Due to the decreasing supply of copper conventionally employed in automotive heat exchangers, aluminum has become important as an alternative material source. However, in a number of processes used in fabricating aluminum parts, such as brazing required in an automotive heat exchanger, the stability of the surface oxide film, present on aluminum, is a definite impediment. In brazing, the film acts as a barrier to wetting and flow of the filler metal required for joint formation. Oxide removal and prevention of reoxidation are the principal requirements for a successful aluminum joining method.
Fluxless or vacuum brazing has assumed a position of commercial importance because it does not require the removal of a flux residue and reduces the susceptibility to aqueous corrosion of parts having this flux residue. Vacuum or fluxless brazing essentially comprises placing the assembled structure to be brazed into a heating furnace with a filler metal disposed at the sites to be joined. The furnace is evacuated to a vacuum level of about 10.sup.-4 -10.sup.-5 Torr and simultaneously heated to a temperature in excess of the melting point of the filler metal, but below the melting point of the base metal to be joined. It has been conventional to employ a furnace which heats at a rate of approximately 15.degree. C./min so that the entire brazing operation is accomplished within a period of about 15 to 18 min.

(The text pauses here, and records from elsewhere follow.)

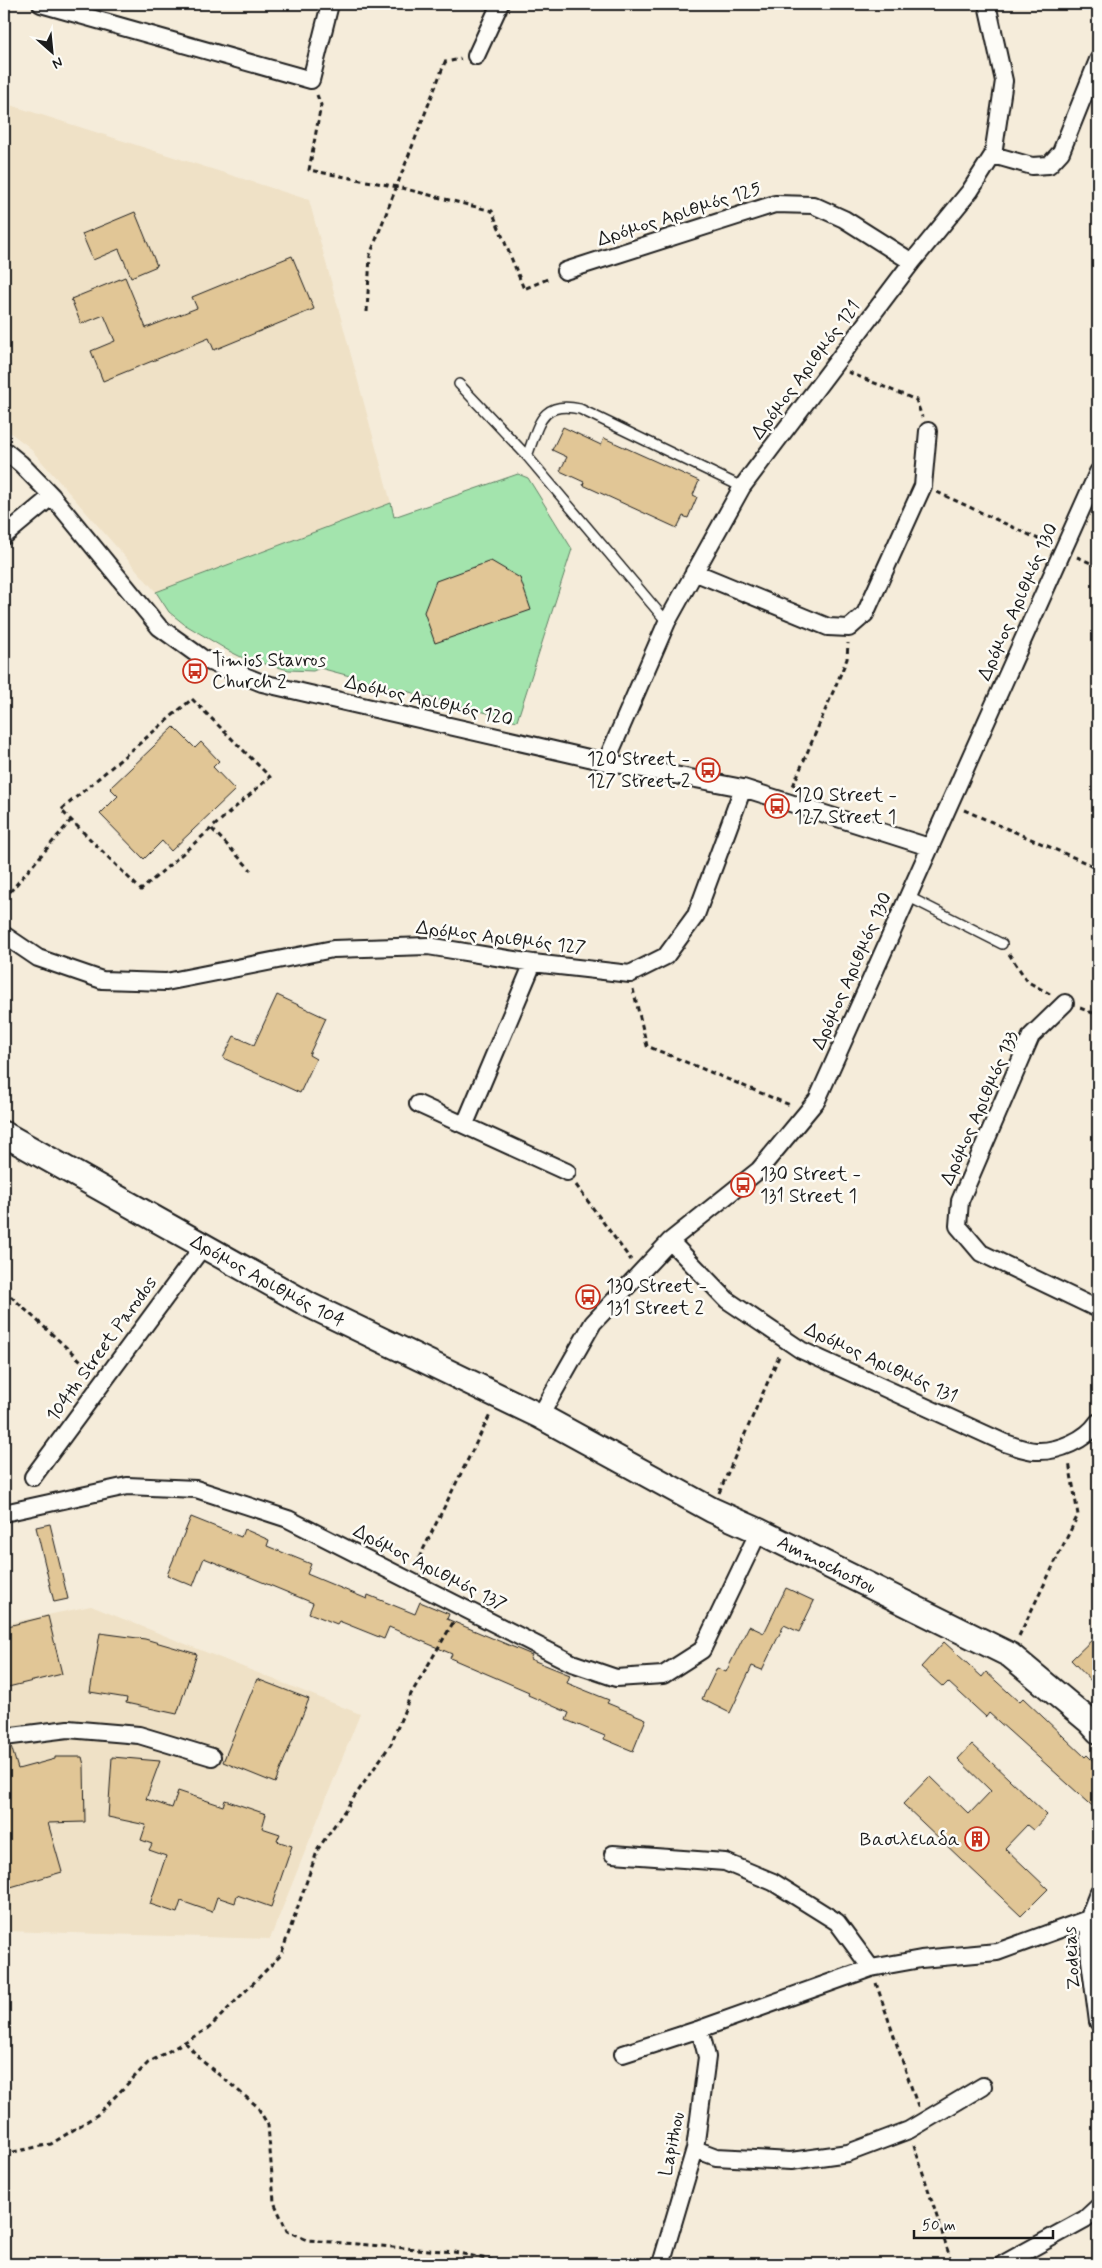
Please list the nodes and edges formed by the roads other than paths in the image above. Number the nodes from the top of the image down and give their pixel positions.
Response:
1 (41, 4) edge
2 (330, 4) edge
3 (500, 4) edge
4 (987, 4) edge
5 (476, 56) road end
6 (1098, 60) edge
7 (993, 155) junction
8 (912, 262) junction
9 (565, 271) road end
10 (459, 384) dead end
11 (928, 431) road end
12 (4, 450) edge
13 (527, 456) junction
14 (1098, 472) edge
15 (742, 487) junction
16 (52, 496) junction
17 (4, 536) edge
18 (694, 572) junction
19 (667, 622) junction
20 (606, 762) junction
21 (743, 788) junction
22 (929, 847) junction
23 (908, 896) junction
24 (4, 935) edge
25 (1002, 944) road end
26 (533, 964) junction
27 (1065, 1003) road end
28 (418, 1104) dead end
29 (465, 1124) junction
30 (4, 1134) edge
31 (567, 1172) road end
32 (670, 1241) junction
33 (204, 1245) junction
34 (1098, 1309) edge
35 (540, 1416) junction
36 (1098, 1422) edge
37 (33, 1478) dead end
38 (4, 1513) edge
39 (758, 1531) junction
40 (1098, 1731) edge
41 (4, 1737) edge
42 (212, 1757) dead end
43 (613, 1854) dead end
44 (1098, 1893) edge
45 (1088, 1919) junction
46 (871, 1968) junction
47 (1098, 2022) edge
48 (700, 2029) junction
49 (623, 2054) dead end
50 (983, 2086) dead end
51 (695, 2149) junction
52 (1098, 2207) edge
53 (660, 2264) edge
54 (1003, 2264) edge

1 - 2 street
3 - 5 street
4 - 7 street, Δρόμος Αριθμός 121
6 - 7 street
7 - 8 street, Δρόμος Αριθμός 121
8 - 9 street, Δρόμος Αριθμός 125
8 - 15 street, Δρόμος Αριθμός 121
10 - 13 lane
11 - 18 street
12 - 16 street, Δρόμος Αριθμός 120
13 - 15 lane
13 - 19 lane
14 - 22 street, Δρόμος Αριθμός 130
15 - 18 street, Δρόμος Αριθμός 121
16 - 17 street
16 - 20 street, Δρόμος Αριθμός 120
18 - 19 street, Δρόμος Αριθμός 121
19 - 20 street, Δρόμος Αριθμός 121
20 - 21 street, Δρόμος Αριθμός 120
21 - 22 street, Δρόμος Αριθμός 120
21 - 26 street, Δρόμος Αριθμός 127
22 - 23 street, Δρόμος Αριθμός 130
23 - 25 lane
23 - 32 street, Δρόμος Αριθμός 130
24 - 26 street, Δρόμος Αριθμός 127
26 - 29 street
27 - 34 street, Δρόμος Αριθμός 133
28 - 29 street
29 - 31 street
30 - 33 street, Δρόμος Αριθμός 104
32 - 35 street, Δρόμος Αριθμός 130
32 - 36 street, Δρόμος Αριθμός 131
33 - 35 street, Δρόμος Αριθμός 104
33 - 37 street, 104th Street Parodos
35 - 39 street, Ammochostou
38 - 39 street, Δρόμος Αριθμός 137
39 - 40 street, Ammochostou
41 - 42 street
43 - 46 street
44 - 45 street, Zodeias
45 - 46 street
45 - 47 street, Zodeias
46 - 48 street
48 - 49 street
48 - 51 street, Lapithou
50 - 51 street
51 - 53 street, Lapithou
52 - 54 street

Although in most instances, vacuum brazing produces a sound joint, there are instances when certain vapor phase constituents within the furnace atmosphere degrade braze performance. Degradation occurs during the stage when the promoter reacts with the oxide film and later when capillary forces tend to draw at least part of the fluidized filler metal through the oxide film. In spite of the presence of promoter agents to facilitate wetting of the oxide film, the presence of such vapor phase constituents counteract the beneficial effect of the promoter agents.